As for Journey to Portugal (2007), Leggott’s sixth collection, I make the personal comment that I found it very relatable as I matched it with my own warm memories of that country. By this stage in her development as a poet, it is interesting to note that Leggott sometimes adopts an orderly, almost documentary, style of expression in assessing a foreign environment. Take the opening of the poem “verde, verde, verde” which goes thus: “we walk in a jardim botanico first / to a fountain with four gates / and cardinals in procession     doves roll / over the white paths and water splashes / in the centre of the mata / then we ascend to the terrace and read / under a tree so big it could be / the carousel of the world going round…” There is no forced syntax nor visual games with typography. This is not a simple accounting of the literal, however, for it moves in its four long stanzas to a meditation on the power of words to evoke both the distant past, as well as a sense of delight. Really the same technique – beginning with the literal and the documentary, but moving on to the symbolic and evocative – is how the other three poems presented from this collection move: “she counts ten angels” “domingo” and “house of the fountains”. Again [says an endnote] there are interpolated quotations from another poet, but they are not disruptive in terms of the poet’s meaning.

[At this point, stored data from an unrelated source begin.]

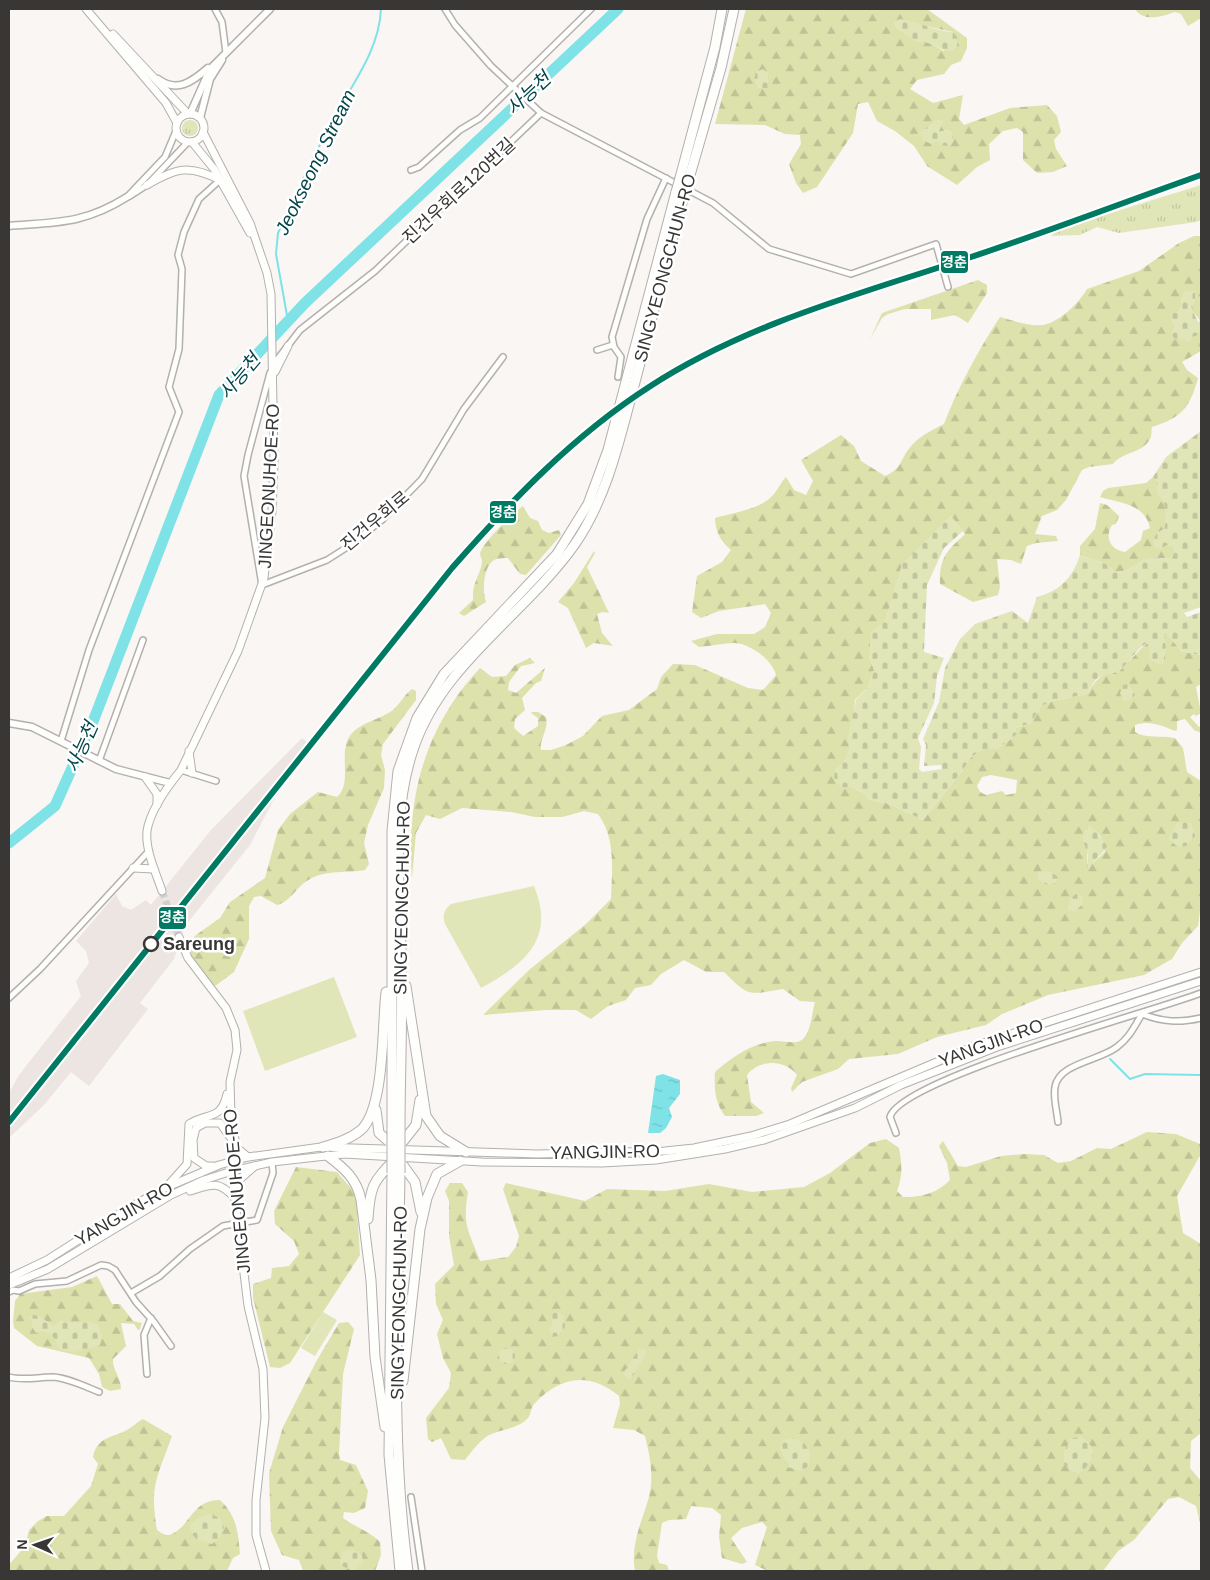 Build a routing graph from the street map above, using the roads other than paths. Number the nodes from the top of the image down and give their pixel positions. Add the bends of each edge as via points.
1 (86, 9) edge
2 (215, 9) edge
3 (270, 9) edge
4 (445, 9) edge
5 (591, 9) edge
6 (722, 9) edge
7 (734, 9) edge
8 (106, 30) junction
9 (226, 53) junction
10 (150, 73) junction
11 (513, 86) junction
12 (541, 113) junction
13 (189, 114) junction
14 (200, 118) junction
15 (176, 127) junction
16 (203, 132) junction
17 (190, 142) junction
18 (411, 170) dead end
19 (666, 178) junction
20 (220, 180) junction
21 (684, 180) junction
22 (147, 185) junction
23 (680, 194) junction
24 (127, 197) junction
25 (9, 226) edge
26 (252, 236) junction
27 (948, 287) dead end
28 (613, 345) junction
29 (288, 346) junction
30 (596, 350) dead end
31 (503, 357) dead end
32 (273, 363) junction
33 (273, 375) junction
34 (618, 377) dead end
35 (262, 585) junction
36 (143, 640) dead end
37 (9, 723) edge
38 (64, 742) junction
39 (189, 751) junction
40 (98, 760) junction
41 (181, 770) junction
42 (192, 773) junction
43 (145, 777) junction
44 (216, 781) dead end
45 (170, 783) junction
46 (157, 807) junction
47 (149, 850) junction
48 (133, 868) junction
49 (154, 869) junction
50 (162, 891) tunnel mouth
51 (178, 937) tunnel mouth
52 (391, 954) junction
53 (402, 954) junction
54 (1201, 972) edge
55 (1201, 981) edge
56 (1201, 994) edge
57 (9, 998) edge
58 (1142, 1014) junction
59 (1201, 1018) edge
60 (230, 1082) junction
61 (421, 1089) junction
62 (376, 1105) junction
63 (230, 1122) junction
64 (1058, 1122) dead end
65 (396, 1131) junction
66 (896, 1133) dead end
67 (231, 1140) junction
68 (326, 1152) junction
69 (466, 1152) junction
70 (397, 1153) junction
71 (248, 1158) junction
72 (460, 1161) junction
73 (232, 1162) junction
74 (272, 1162) junction
75 (219, 1165) junction
76 (255, 1166) junction
77 (232, 1171) junction
78 (396, 1173) junction
79 (165, 1188) junction
80 (179, 1191) junction
81 (235, 1198) junction
82 (422, 1217) junction
83 (238, 1224) junction
84 (368, 1247) junction
85 (9, 1278) edge
86 (9, 1285) edge
87 (9, 1292) edge
88 (131, 1293) junction
89 (151, 1318) junction
90 (171, 1346) dead end
91 (147, 1374) dead end
92 (9, 1377) edge
93 (98, 1392) dead end
94 (397, 1438) junction
95 (389, 1455) junction
96 (411, 1497) dead end
97 (266, 1571) edge
98 (400, 1571) edge
99 (408, 1571) edge
100 (422, 1571) edge

1 - 8 main road
2 - 9 street via 222,22
3 - 9 street
4 - 11 street via 491,66
5 - 11 street
6 - 21 highway, SINGYEONGCHUN-RO
7 - 21 highway, SINGYEONGCHUN-RO via 721,68
8 - 10 main road
8 - 15 main road via 166,103
9 - 10 street via 190,83 181,86 163,83
9 - 13 street via 210,69
9 - 14 street via 210,79
10 - 13 main road
11 - 12 street
11 - 18 street via 480,118
12 - 19 street
12 - 29 street, 진건우회로120번길 via 373,272 300,330
13 - 14 main road
13 - 15 main road via 181,117
14 - 16 main road
15 - 17 main road via 182,139
15 - 24 street via 165,157
16 - 17 main road via 197,140
16 - 26 main road, JINGEONUHOE-RO via 250,223
17 - 20 main road, JINGEONUHOE-RO via 209,160
17 - 22 street
19 - 27 street via 714,203 769,249 851,274 936,244
19 - 28 street via 644,228 612,337
20 - 22 main road via 201,170 180,169
20 - 26 main road, JINGEONUHOE-RO
20 - 38 street via 199,199 178,255 182,269 179,349 170,387 179,412 89,650
21 - 23 highway, SINGYEONGCHUN-RO, bridge
22 - 24 street
23 - 52 highway, SINGYEONGCHUN-RO via 608,450 588,504 557,554 459,656 417,718 398,771 394,798
23 - 53 highway, SINGYEONGCHUN-RO via 618,446 593,513 574,544 543,583 456,672 431,709 413,748 404,780 399,823 398,890
24 - 25 street via 96,214 79,219
26 - 32 main road, JINGEONUHOE-RO via 267,273 271,294
28 - 30 street
28 - 34 street via 621,357
29 - 32 street, 진건우회로120번길
29 - 33 main road
31 - 35 street, 진건우회로 via 464,410 422,480 382,519 327,560
32 - 33 main road, JINGEONUHOE-RO
32 - 35 street via 244,476
33 - 35 main road, JINGEONUHOE-RO via 272,511
35 - 39 main road, JINGEONUHOE-RO via 238,651
36 - 40 street
37 - 38 street via 32,728
38 - 40 street
39 - 41 main road, JINGEONUHOE-RO
39 - 42 main road
40 - 43 street
41 - 42 street
41 - 45 main road, JINGEONUHOE-RO
42 - 44 street
43 - 45 street
43 - 46 main road via 156,794
45 - 46 main road, JINGEONUHOE-RO
46 - 47 main road, JINGEONUHOE-RO via 147,832
47 - 48 street
47 - 49 main road, JINGEONUHOE-RO
48 - 49 main road
48 - 57 street
49 - 50 main road, JINGEONUHOE-RO
51 - 60 main road, JINGEONUHOE-RO via 188,958 226,1008 235,1030 237,1050
52 - 62 highway
52 - 65 highway, SINGYEONGCHUN-RO
53 - 61 highway
53 - 65 highway, SINGYEONGCHUN-RO
54 - 69 main road, YANGJIN-RO via 977,1045 837,1106 751,1136 665,1152
55 - 72 main road, YANGJIN-RO via 997,1047 846,1111 764,1140 656,1160 602,1163
56 - 58 street
58 - 59 street via 1178,1022
58 - 64 street via 1132,1033 1116,1048 1061,1074 1055,1086
58 - 66 street via 1036,1046 924,1090 892,1111 890,1117
60 - 63 main road, JINGEONUHOE-RO
60 - 79 main road via 224,1108 215,1115 189,1124 187,1164
61 - 69 highway via 430,1125 440,1136
61 - 70 highway via 416,1125
62 - 68 highway via 362,1129
62 - 70 highway via 379,1132
63 - 67 main road, JINGEONUHOE-RO
63 - 71 main road via 238,1148
65 - 78 highway, SINGYEONGCHUN-RO, bridge
67 - 73 main road, JINGEONUHOE-RO
67 - 75 main road via 220,1124 205,1123 194,1132 194,1158 206,1166
68 - 70 main road, YANGJIN-RO
68 - 71 main road, YANGJIN-RO
68 - 74 main road, YANGJIN-RO
68 - 84 highway via 359,1188
69 - 70 main road, YANGJIN-RO
70 - 72 main road, YANGJIN-RO
70 - 82 highway via 415,1182
70 - 84 highway via 371,1189
71 - 73 main road, YANGJIN-RO
72 - 82 highway via 438,1174
73 - 75 main road, YANGJIN-RO
73 - 77 main road, JINGEONUHOE-RO
74 - 76 main road, YANGJIN-RO
74 - 83 street via 273,1172 257,1220
75 - 79 main road, YANGJIN-RO
76 - 77 main road, YANGJIN-RO
76 - 81 main road via 240,1179
77 - 80 main road, YANGJIN-RO
77 - 81 main road, JINGEONUHOE-RO
78 - 94 highway, SINGYEONGCHUN-RO
78 - 95 highway, SINGYEONGCHUN-RO
79 - 85 main road, YANGJIN-RO via 130,1206 47,1260
80 - 81 main road via 219,1185
80 - 86 main road, YANGJIN-RO via 48,1269
81 - 83 main road, JINGEONUHOE-RO
82 - 94 highway
83 - 88 street via 222,1226 160,1276
83 - 97 main road, JINGEONUHOE-RO via 248,1306 263,1369 265,1400 256,1535
84 - 95 highway via 375,1358
87 - 88 street via 35,1284 67,1281 108,1266 115,1270
88 - 89 street
89 - 90 street
89 - 91 street via 144,1335
92 - 93 street via 54,1377
94 - 99 highway, SINGYEONGCHUN-RO
95 - 98 highway, SINGYEONGCHUN-RO
96 - 100 street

The poems of Leggott’s seventh collection, Mirabile Dictu (2009) are sometimes, in a very general sense, more “public” poems, being written during Leggott’s laureateship (2008-2009). They are not, however, rhetorically declarative in the way Laureates of old would have been. The poem “work for the living”, in honour of Hone Tuwhare who had just died, is impressionistic, working through anecdotes and references to other poets to express a sense of great loss. The poem “mirabile dictu” may be one of Leggot’s reflections on her blindness but, wonderful to relate, the body still feels and perceives and the voice is still able to tell. It is not a lament but an affirmation of the poet’s ability still to relate meaningfully to the world. “Tell your mama” is really an elegy for the poet’s mother. “Primavera” begins as a mash-up of Dante first meeting Beatrice, by way of another poet’s take on it; but it turns into general delight in the city of Florence – and like the poems of Journey to Portugal, it is in part as documentary, as in: “behind the wall of an Oltrano garden / we find magnolias with slender leaves / and jasmine climbing over porticos / above the eschatological roar / of vespas in formation turning into  / Via Maggio…” “Peri poietikes” is a poem again beginning with blindness but working through a relationship with nature that may involve a redefinition of poetry.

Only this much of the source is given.